◆ **Stored items from a collection**

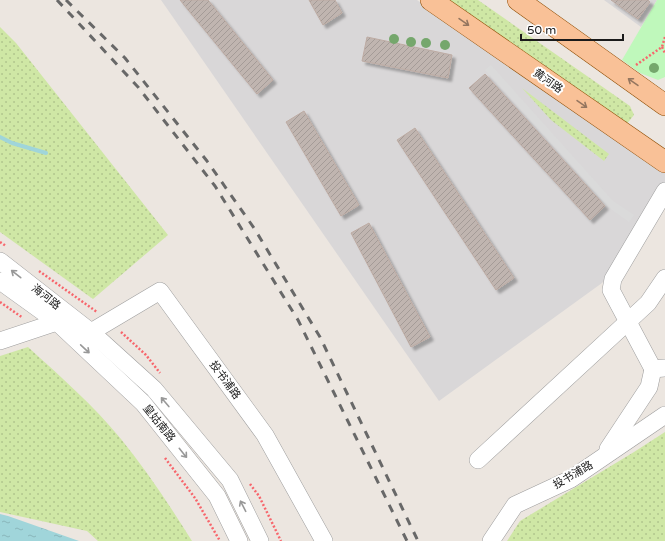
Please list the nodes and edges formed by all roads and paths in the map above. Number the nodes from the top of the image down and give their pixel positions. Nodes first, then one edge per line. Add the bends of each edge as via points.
1 (432, 0) edge
2 (518, 0) edge
3 (665, 37) edge
4 (662, 47) junction
5 (665, 53) edge
6 (622, 74) junction
7 (665, 105) edge
8 (665, 162) edge
9 (665, 191) edge
10 (0, 261) edge
11 (665, 278) edge
12 (0, 281) edge
13 (0, 302) edge
14 (628, 321) junction
15 (57, 322) junction
16 (36, 328) junction
17 (91, 332) junction
18 (0, 341) edge
19 (659, 368) edge
20 (665, 415) edge
21 (165, 457) dead end
22 (602, 457) junction
23 (478, 460) dead end
24 (220, 541) edge
25 (239, 541) edge
26 (260, 541) edge
27 (324, 541) edge
28 (491, 541) edge

1 -> 8 main road, 黄河路
2 - 6 main road
3 - 4 path
4 - 5 path
4 - 6 path
7 -> 6 main road
9 - 14 street via 613,279 611,290
17 -> 10 street, 海河路
11 - 14 street via 648,303
12 - 15 street, 海河路
13 - 16 path
14 - 19 street
14 - 23 street
15 - 16 street
15 -> 25 street, 皇姑南路 via 143,403 217,496
16 - 18 street
26 -> 17 street, 皇姑南路 via 230,480 154,389
17 - 27 street, 投书浦路 via 160,291 265,435
19 - 22 street
20 - 22 street, 投书浦路
21 - 24 path via 195,498
22 - 28 street, 投书浦路 via 571,479 515,505

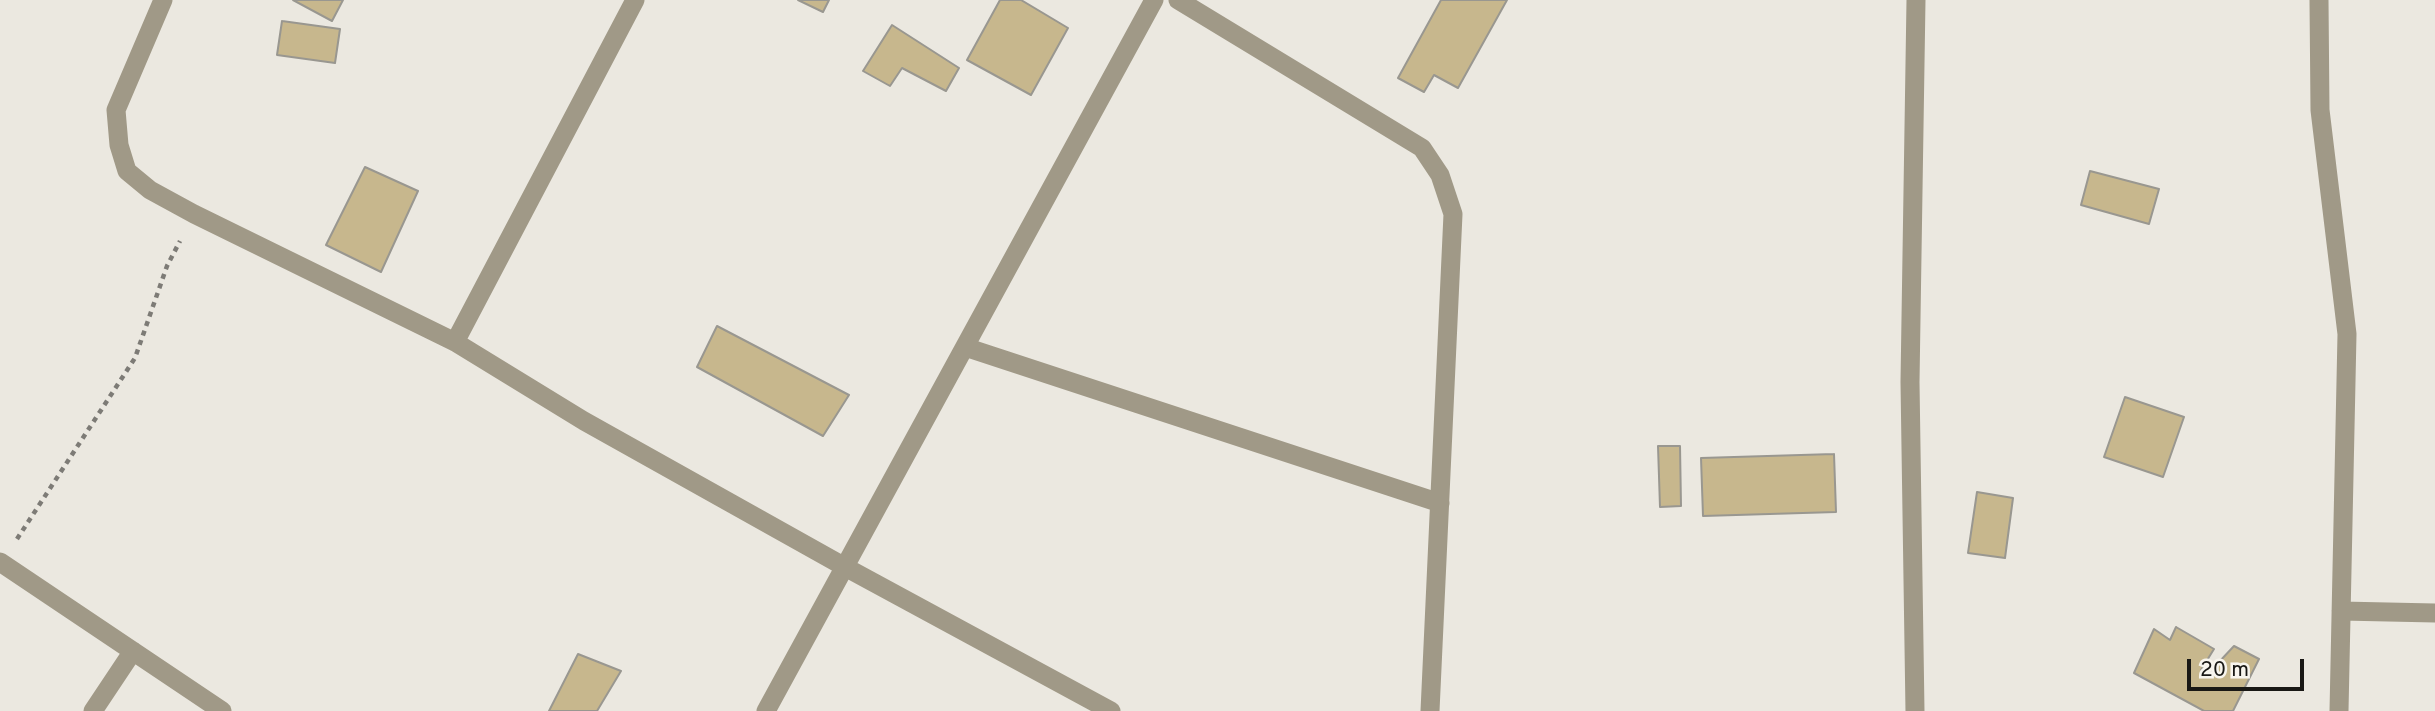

◆ **EXERCISE AIM**
Print every line above exactly as given, but not the pictures.

◆ **SOLUTION TO THE EXERCISE**
Please list the nodes and edges formed by all roads and paths in the map above. Number the nodes from the top of the image down and give their pixel positions. Nodes first, then one edge per line. Add the bends of each edge as via points.
1 (432, 0) edge
2 (518, 0) edge
3 (665, 37) edge
4 (662, 47) junction
5 (665, 53) edge
6 (622, 74) junction
7 (665, 105) edge
8 (665, 162) edge
9 (665, 191) edge
10 (0, 261) edge
11 (665, 278) edge
12 (0, 281) edge
13 (0, 302) edge
14 (628, 321) junction
15 (57, 322) junction
16 (36, 328) junction
17 (91, 332) junction
18 (0, 341) edge
19 (659, 368) edge
20 (665, 415) edge
21 (165, 457) dead end
22 (602, 457) junction
23 (478, 460) dead end
24 (220, 541) edge
25 (239, 541) edge
26 (260, 541) edge
27 (324, 541) edge
28 (491, 541) edge

1 -> 8 main road, 黄河路
2 - 6 main road
3 - 4 path
4 - 5 path
4 - 6 path
7 -> 6 main road
9 - 14 street via 613,279 611,290
17 -> 10 street, 海河路
11 - 14 street via 648,303
12 - 15 street, 海河路
13 - 16 path
14 - 19 street
14 - 23 street
15 - 16 street
15 -> 25 street, 皇姑南路 via 143,403 217,496
16 - 18 street
26 -> 17 street, 皇姑南路 via 230,480 154,389
17 - 27 street, 投书浦路 via 160,291 265,435
19 - 22 street
20 - 22 street, 投书浦路
21 - 24 path via 195,498
22 - 28 street, 投书浦路 via 571,479 515,505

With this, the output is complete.